The thing about fly fishing in general, and fly fishing for trout specifically, is that you are forced — if you really want to understand the world in which you wade, and if you really want to catch fish — to pay attention to what they eat. Trout eat a lot of bugs and, at certain times of day and evening, they eat whatever bug makes itself available. They eat aquatic insects in their various stages of development — nymph, or larval stage, pupa and winged adult. (Pupae is where metamorphosis occurs between the larval and adult stages.)
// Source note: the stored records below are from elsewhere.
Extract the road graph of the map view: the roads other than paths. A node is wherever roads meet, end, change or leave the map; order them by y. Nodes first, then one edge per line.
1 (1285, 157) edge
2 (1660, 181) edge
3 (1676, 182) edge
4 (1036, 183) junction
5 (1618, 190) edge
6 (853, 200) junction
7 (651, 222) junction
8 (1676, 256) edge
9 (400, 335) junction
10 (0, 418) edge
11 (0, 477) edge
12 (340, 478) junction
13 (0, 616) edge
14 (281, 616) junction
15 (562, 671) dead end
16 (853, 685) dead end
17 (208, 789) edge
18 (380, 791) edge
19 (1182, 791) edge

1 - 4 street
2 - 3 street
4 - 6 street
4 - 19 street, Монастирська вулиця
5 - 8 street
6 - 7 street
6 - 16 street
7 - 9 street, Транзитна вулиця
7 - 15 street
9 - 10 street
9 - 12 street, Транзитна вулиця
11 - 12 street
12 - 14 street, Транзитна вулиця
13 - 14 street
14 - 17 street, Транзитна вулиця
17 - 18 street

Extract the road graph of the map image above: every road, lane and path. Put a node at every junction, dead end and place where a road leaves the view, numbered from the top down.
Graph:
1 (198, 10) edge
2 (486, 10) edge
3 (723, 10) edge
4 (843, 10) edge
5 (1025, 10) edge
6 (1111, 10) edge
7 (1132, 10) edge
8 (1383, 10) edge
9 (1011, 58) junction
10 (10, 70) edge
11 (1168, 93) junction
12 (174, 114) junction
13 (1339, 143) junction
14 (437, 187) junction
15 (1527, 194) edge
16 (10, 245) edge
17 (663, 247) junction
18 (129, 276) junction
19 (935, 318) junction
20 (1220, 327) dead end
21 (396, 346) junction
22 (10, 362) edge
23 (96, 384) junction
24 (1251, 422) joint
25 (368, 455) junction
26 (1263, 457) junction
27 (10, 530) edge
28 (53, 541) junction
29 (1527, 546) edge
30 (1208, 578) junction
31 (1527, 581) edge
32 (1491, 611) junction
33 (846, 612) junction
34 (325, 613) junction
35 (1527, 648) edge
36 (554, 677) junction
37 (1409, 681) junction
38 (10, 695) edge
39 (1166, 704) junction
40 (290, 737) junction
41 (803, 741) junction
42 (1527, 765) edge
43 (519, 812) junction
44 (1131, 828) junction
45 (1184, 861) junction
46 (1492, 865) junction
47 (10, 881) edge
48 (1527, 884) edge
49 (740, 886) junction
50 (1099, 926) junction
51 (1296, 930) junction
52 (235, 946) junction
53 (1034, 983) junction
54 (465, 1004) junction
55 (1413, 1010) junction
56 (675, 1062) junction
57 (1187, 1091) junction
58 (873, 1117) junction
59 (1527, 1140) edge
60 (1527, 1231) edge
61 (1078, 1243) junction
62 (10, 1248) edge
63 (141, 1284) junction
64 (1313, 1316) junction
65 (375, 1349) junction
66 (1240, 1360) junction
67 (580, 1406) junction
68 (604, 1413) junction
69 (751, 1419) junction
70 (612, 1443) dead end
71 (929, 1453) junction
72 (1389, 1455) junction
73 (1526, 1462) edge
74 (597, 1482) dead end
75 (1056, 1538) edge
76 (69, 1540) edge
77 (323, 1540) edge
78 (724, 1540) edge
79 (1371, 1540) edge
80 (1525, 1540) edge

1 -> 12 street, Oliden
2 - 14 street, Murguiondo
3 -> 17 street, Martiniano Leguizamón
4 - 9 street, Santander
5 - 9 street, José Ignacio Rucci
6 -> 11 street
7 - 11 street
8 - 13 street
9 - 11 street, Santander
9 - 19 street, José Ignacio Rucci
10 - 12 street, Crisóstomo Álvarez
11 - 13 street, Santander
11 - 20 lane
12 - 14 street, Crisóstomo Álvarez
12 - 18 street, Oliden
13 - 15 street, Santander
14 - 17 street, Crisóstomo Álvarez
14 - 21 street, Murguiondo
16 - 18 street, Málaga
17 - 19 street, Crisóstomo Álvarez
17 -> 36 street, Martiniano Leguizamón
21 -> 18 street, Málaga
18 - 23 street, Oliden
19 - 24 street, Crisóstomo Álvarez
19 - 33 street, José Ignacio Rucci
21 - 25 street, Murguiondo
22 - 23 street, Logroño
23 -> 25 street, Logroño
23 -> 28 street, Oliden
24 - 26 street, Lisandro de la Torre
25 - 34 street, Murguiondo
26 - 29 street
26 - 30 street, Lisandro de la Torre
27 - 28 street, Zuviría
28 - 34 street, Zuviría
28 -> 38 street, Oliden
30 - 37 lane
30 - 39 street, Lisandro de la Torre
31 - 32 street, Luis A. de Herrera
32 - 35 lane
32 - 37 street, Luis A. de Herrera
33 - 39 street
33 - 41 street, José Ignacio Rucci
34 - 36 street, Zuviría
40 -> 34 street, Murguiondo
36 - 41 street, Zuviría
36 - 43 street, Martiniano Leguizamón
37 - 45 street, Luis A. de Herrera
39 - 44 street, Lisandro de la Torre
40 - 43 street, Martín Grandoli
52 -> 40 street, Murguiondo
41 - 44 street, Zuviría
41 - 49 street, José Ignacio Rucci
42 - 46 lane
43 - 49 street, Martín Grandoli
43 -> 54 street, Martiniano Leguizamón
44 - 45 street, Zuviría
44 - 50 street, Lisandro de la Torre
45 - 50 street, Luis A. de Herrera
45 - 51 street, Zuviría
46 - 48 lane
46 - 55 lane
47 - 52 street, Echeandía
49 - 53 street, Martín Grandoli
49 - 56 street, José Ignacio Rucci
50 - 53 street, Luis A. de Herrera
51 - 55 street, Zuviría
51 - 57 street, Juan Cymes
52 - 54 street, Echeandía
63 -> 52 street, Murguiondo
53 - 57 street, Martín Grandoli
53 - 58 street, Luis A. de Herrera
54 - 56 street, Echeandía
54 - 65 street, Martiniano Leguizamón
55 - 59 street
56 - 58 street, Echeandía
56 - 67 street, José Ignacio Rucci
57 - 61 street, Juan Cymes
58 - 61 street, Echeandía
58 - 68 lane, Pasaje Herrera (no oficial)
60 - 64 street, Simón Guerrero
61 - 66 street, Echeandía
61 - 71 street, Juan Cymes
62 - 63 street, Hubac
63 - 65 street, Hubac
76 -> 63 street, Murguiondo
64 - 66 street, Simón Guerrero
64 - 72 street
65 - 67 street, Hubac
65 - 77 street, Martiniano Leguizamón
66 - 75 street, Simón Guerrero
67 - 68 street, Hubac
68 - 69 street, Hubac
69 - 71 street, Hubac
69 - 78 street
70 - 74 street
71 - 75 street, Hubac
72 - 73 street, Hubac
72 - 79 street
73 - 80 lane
Trout prefer to eat their prey at the nymphal stage, when a caddis fly or mayfly is still crawling or swimming around the river-bottom rocks. They’ll eat a fly at the emerger stage in the surface of a stream and, of course, they’ll go pretty much nuts and rise to the surface when there’s a full hatch of a certain fly. That last phenomenon, mayflies having just hatched and struggling on the surface to take flight, presents the optimum experience for the fly angler. It’s when we present dry imitations of the natural fly, hoping to get a rise out of a trout.
So we pay a lot of attention to what emerges from a stream. These photographs show the shucked exoskeletons of various river creatures, the large stonefly (Acroneuria) most prominent. They are a significant part of the trout diet. Stoneflies crawl on rocks, break out of their nymphal cast and emerge as winged adults, and they do this at night, when only the trout are watching.